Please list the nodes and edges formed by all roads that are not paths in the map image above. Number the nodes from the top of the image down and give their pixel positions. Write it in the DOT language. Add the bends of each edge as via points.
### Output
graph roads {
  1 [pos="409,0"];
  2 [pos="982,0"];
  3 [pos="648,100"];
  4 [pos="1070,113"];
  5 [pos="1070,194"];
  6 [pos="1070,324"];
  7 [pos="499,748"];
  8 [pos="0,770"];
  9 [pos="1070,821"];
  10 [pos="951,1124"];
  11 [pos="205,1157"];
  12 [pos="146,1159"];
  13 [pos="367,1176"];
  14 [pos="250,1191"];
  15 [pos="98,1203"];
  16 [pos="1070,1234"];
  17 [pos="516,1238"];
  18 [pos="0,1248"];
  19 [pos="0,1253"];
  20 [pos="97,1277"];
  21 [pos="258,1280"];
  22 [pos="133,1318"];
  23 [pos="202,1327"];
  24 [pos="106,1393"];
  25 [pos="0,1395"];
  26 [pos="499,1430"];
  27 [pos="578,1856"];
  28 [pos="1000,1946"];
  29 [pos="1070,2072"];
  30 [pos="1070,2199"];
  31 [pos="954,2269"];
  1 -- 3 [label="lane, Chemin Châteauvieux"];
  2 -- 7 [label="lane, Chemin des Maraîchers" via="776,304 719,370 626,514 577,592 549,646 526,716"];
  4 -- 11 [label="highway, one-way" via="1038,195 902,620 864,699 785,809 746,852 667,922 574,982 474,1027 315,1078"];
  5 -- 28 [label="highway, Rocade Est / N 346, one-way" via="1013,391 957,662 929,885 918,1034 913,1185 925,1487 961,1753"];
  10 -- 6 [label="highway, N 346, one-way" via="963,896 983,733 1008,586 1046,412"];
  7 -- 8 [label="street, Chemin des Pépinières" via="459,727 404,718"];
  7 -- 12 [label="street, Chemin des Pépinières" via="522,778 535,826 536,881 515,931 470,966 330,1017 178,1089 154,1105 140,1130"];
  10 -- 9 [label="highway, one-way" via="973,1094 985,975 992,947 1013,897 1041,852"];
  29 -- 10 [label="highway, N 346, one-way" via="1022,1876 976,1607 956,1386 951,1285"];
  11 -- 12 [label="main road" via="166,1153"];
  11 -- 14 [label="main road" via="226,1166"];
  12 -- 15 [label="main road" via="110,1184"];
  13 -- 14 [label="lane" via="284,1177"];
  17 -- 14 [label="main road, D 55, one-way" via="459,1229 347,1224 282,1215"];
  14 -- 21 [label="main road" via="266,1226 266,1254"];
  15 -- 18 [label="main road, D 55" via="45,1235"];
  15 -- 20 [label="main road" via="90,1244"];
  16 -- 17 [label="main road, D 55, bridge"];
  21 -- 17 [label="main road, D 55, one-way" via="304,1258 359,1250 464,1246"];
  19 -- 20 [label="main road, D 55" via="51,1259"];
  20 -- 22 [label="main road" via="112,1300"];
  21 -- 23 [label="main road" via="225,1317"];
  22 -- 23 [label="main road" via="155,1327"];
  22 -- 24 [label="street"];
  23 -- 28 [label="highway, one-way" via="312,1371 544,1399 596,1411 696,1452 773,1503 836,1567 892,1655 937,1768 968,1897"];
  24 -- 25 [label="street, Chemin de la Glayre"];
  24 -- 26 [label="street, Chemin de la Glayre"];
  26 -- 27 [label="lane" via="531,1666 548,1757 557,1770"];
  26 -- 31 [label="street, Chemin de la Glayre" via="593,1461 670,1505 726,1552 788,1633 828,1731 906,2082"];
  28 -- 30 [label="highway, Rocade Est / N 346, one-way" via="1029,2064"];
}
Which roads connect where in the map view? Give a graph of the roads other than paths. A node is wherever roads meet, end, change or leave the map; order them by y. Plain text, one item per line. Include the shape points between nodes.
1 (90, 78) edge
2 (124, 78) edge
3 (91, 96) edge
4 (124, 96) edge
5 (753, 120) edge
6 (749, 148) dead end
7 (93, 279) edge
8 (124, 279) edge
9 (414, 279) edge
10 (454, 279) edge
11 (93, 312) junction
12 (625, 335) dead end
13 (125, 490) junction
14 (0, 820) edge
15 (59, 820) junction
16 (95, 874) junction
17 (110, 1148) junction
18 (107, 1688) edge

▬▬▬

What is being asked
Return the listing. Match it exactly.

Completed exercise
Please list the nodes and edges formed by all roads that are not paths in the map image above. Number the nodes from the top of the image down and give their pixel positions. Write it in the DOT language. Add the bends of each edge as via points.
### Output
graph roads {
  1 [pos="409,0"];
  2 [pos="982,0"];
  3 [pos="648,100"];
  4 [pos="1070,113"];
  5 [pos="1070,194"];
  6 [pos="1070,324"];
  7 [pos="499,748"];
  8 [pos="0,770"];
  9 [pos="1070,821"];
  10 [pos="951,1124"];
  11 [pos="205,1157"];
  12 [pos="146,1159"];
  13 [pos="367,1176"];
  14 [pos="250,1191"];
  15 [pos="98,1203"];
  16 [pos="1070,1234"];
  17 [pos="516,1238"];
  18 [pos="0,1248"];
  19 [pos="0,1253"];
  20 [pos="97,1277"];
  21 [pos="258,1280"];
  22 [pos="133,1318"];
  23 [pos="202,1327"];
  24 [pos="106,1393"];
  25 [pos="0,1395"];
  26 [pos="499,1430"];
  27 [pos="578,1856"];
  28 [pos="1000,1946"];
  29 [pos="1070,2072"];
  30 [pos="1070,2199"];
  31 [pos="954,2269"];
  1 -- 3 [label="lane, Chemin Châteauvieux"];
  2 -- 7 [label="lane, Chemin des Maraîchers" via="776,304 719,370 626,514 577,592 549,646 526,716"];
  4 -- 11 [label="highway, one-way" via="1038,195 902,620 864,699 785,809 746,852 667,922 574,982 474,1027 315,1078"];
  5 -- 28 [label="highway, Rocade Est / N 346, one-way" via="1013,391 957,662 929,885 918,1034 913,1185 925,1487 961,1753"];
  10 -- 6 [label="highway, N 346, one-way" via="963,896 983,733 1008,586 1046,412"];
  7 -- 8 [label="street, Chemin des Pépinières" via="459,727 404,718"];
  7 -- 12 [label="street, Chemin des Pépinières" via="522,778 535,826 536,881 515,931 470,966 330,1017 178,1089 154,1105 140,1130"];
  10 -- 9 [label="highway, one-way" via="973,1094 985,975 992,947 1013,897 1041,852"];
  29 -- 10 [label="highway, N 346, one-way" via="1022,1876 976,1607 956,1386 951,1285"];
  11 -- 12 [label="main road" via="166,1153"];
  11 -- 14 [label="main road" via="226,1166"];
  12 -- 15 [label="main road" via="110,1184"];
  13 -- 14 [label="lane" via="284,1177"];
  17 -- 14 [label="main road, D 55, one-way" via="459,1229 347,1224 282,1215"];
  14 -- 21 [label="main road" via="266,1226 266,1254"];
  15 -- 18 [label="main road, D 55" via="45,1235"];
  15 -- 20 [label="main road" via="90,1244"];
  16 -- 17 [label="main road, D 55, bridge"];
  21 -- 17 [label="main road, D 55, one-way" via="304,1258 359,1250 464,1246"];
  19 -- 20 [label="main road, D 55" via="51,1259"];
  20 -- 22 [label="main road" via="112,1300"];
  21 -- 23 [label="main road" via="225,1317"];
  22 -- 23 [label="main road" via="155,1327"];
  22 -- 24 [label="street"];
  23 -- 28 [label="highway, one-way" via="312,1371 544,1399 596,1411 696,1452 773,1503 836,1567 892,1655 937,1768 968,1897"];
  24 -- 25 [label="street, Chemin de la Glayre"];
  24 -- 26 [label="street, Chemin de la Glayre"];
  26 -- 27 [label="lane" via="531,1666 548,1757 557,1770"];
  26 -- 31 [label="street, Chemin de la Glayre" via="593,1461 670,1505 726,1552 788,1633 828,1731 906,2082"];
  28 -- 30 [label="highway, Rocade Est / N 346, one-way" via="1029,2064"];
}
Which roads connect where in the map view? Give a graph of the roads other than paths. A node is wherever roads meet, end, change or leave the map; order them by y. Plain text, one item per line. Include the shape points between nodes.
1 (90, 78) edge
2 (124, 78) edge
3 (91, 96) edge
4 (124, 96) edge
5 (753, 120) edge
6 (749, 148) dead end
7 (93, 279) edge
8 (124, 279) edge
9 (414, 279) edge
10 (454, 279) edge
11 (93, 312) junction
12 (625, 335) dead end
13 (125, 490) junction
14 (0, 820) edge
15 (59, 820) junction
16 (95, 874) junction
17 (110, 1148) junction
18 (107, 1688) edge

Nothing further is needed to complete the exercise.